On February 20, 2017, Plaintiff Ji Lin filed a separate suit asserting the same claims against Defendants. (Case No. 3:17-cv-267, ECF No. 1.) On October 26, 2017, the Court consolidated the two cases and appointed Levi & Korsinsky LLP as Lead Counsel and Mark Appel and Michael Spitters as Co-Lead Plaintiffs. (ECF No. 16.) Plaintiffs filed a consolidated complaint on December 12, 2017. (ECF No. 19.)

On February 6, 2018, Defendants moved to dismiss the consolidated complaint. (ECF No. 22.) The Court the Court granted Defendants' motion with leave to amend because Plaintiffs failed to allege a specific link between RG-101, liver toxicity, and the serious adverse events involving jaundice. (ECF No. 32.) Without this link, the Court could not determine the preclinical or nonclinical findings contradicted Defendants' public statements or made them false or misleading. (Id.)

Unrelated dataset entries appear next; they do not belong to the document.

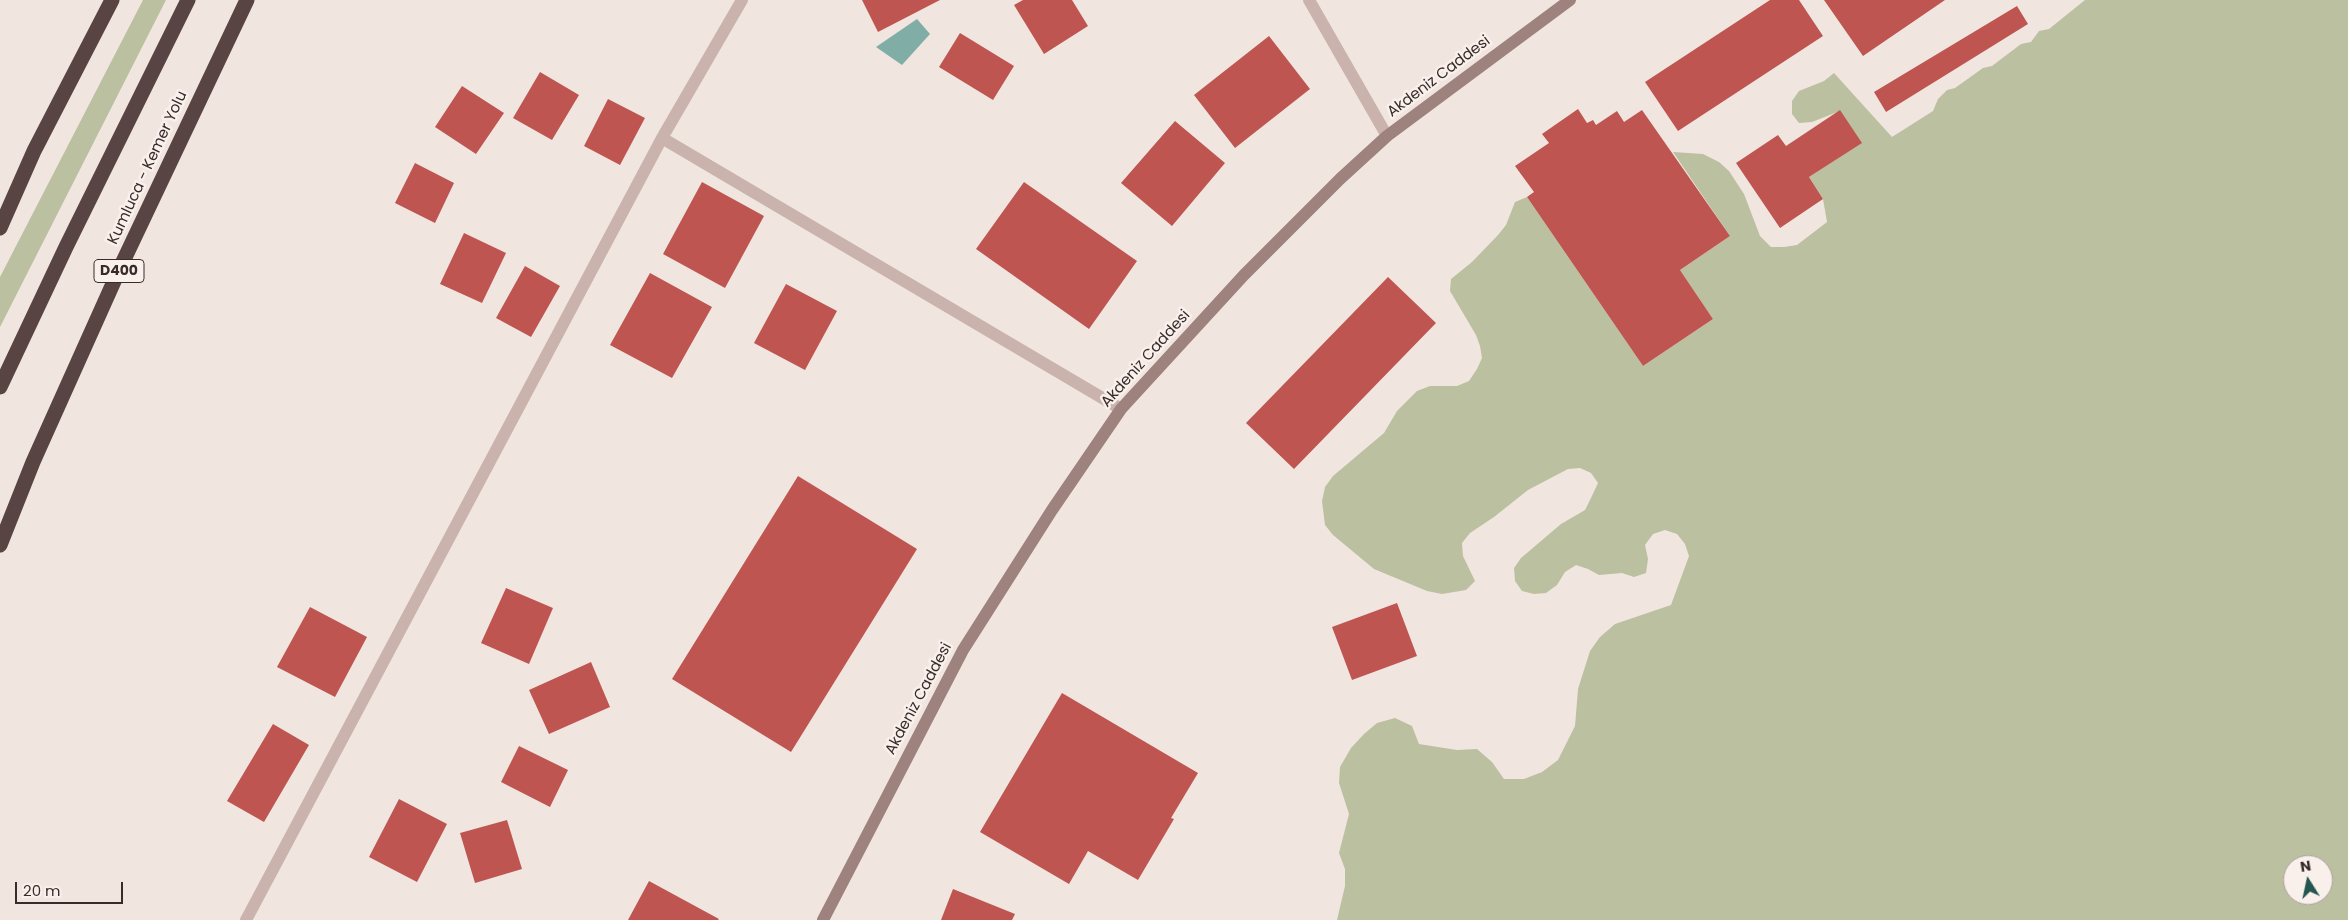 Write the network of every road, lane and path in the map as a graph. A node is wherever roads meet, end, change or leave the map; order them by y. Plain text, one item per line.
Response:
1 (112, 0) edge
2 (188, 0) edge
3 (247, 0) edge
4 (742, 0) edge
5 (1309, 0) edge
6 (1570, 0) edge
7 (1387, 136) junction
8 (662, 138) junction
9 (0, 228) edge
10 (0, 387) edge
11 (1121, 409) junction
12 (0, 545) edge
13 (246, 920) edge
14 (823, 920) edge

1 - 9 highway
2 - 10 highway
3 - 12 highway, Kumluca - Kemer Yolu / D400
4 - 8 street
5 - 7 street
6 - 7 main road, Akdeniz Caddesi
7 - 11 main road, Akdeniz Caddesi
8 - 11 street
8 - 13 street
11 - 14 main road, Akdeniz Caddesi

On October 1, 2019, Plaintiffs filed an amended consolidated complaint. (ECF No. 33.) Before Defendants could answer or respond to the amended consolidated complaint, the parties reached a settlement. (ECF 38-2.) The Court denied preliminary approval of the settlement because the release terms were unclear and the notice procedures were deficient. (ECF No. 39.)

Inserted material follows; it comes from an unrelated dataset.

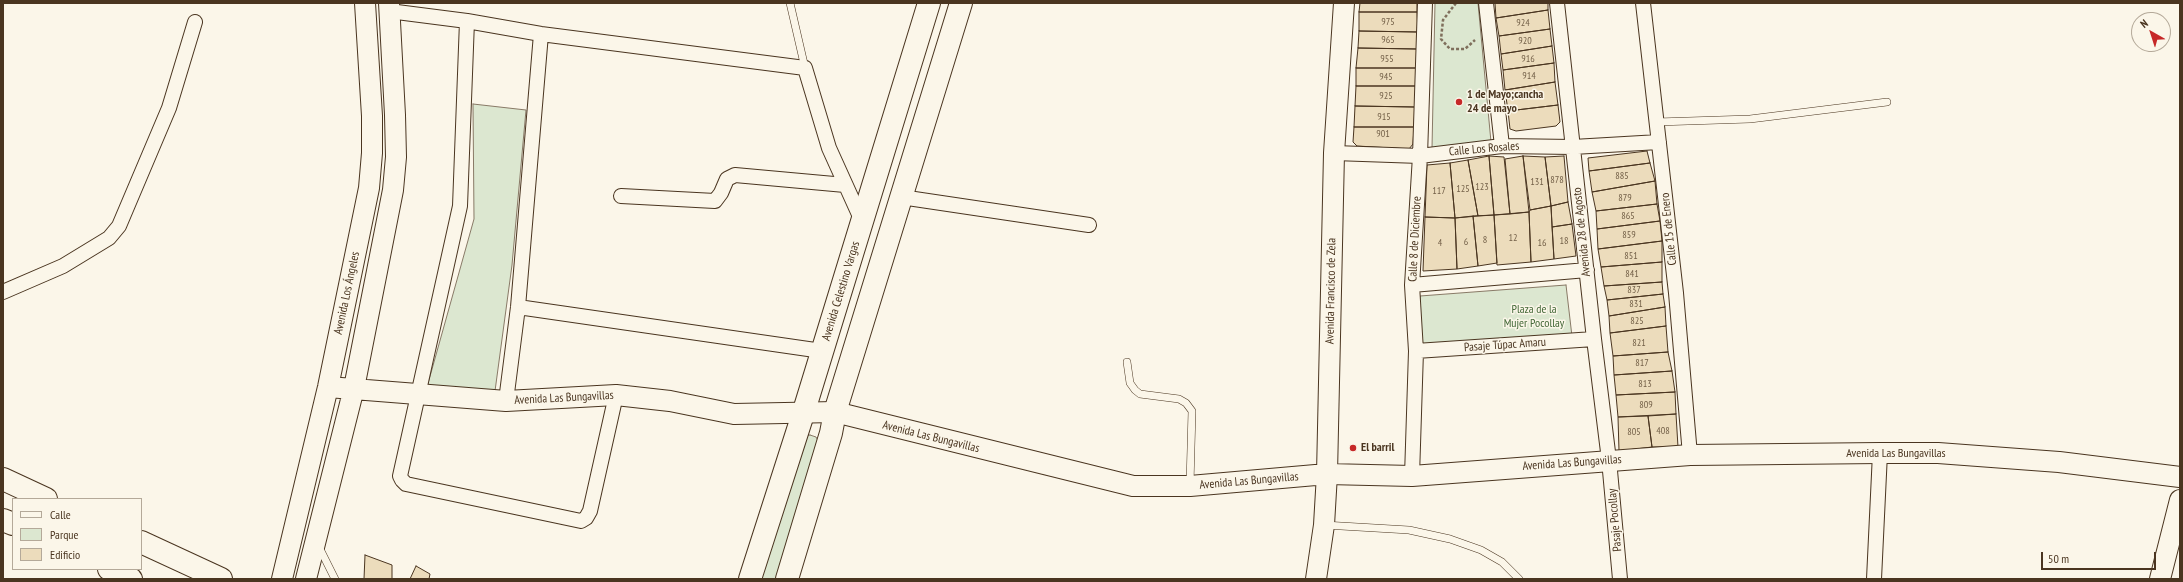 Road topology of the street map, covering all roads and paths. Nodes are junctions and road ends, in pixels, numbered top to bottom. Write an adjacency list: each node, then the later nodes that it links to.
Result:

On February 7, 2020, the parties submitted an amended settlement agreement ("Settlement Agreement"). (ECF No. 40.) The amended settlement agreement defined the "Settlement Class" as:

all persons and entities that purchased or otherwise acquired shares of the publicly traded common stock of Regulus during the Class Period who allege to have been damaged thereby. Excluded from the Settlement Class are (i) Defendants; (ii) members of the immediate families of Defendants; (iii) any person who is or was an officer or director of Regulus during or after the Class Period; (iv) any entity in which any of the Defendants had or has a controlling interest; and (v) any legal representatives, agents, affiliates, heirs, beneficiaries, successors-in-interest, or assigns of any such excluded party in their capacity as such. Also excluded from the Settlement Class is any Person who validly requests exclusion pursuant to the requirements set forth in the Notice.
(ECF No. 40-2 ("Settlement Agreement"), 11:13-25 (¶ 1.34).) The Class Period "means the period between February 17, 2016 and June 11, 2017, inclusive." (Id. at 5:14-15 (¶ 1.4).)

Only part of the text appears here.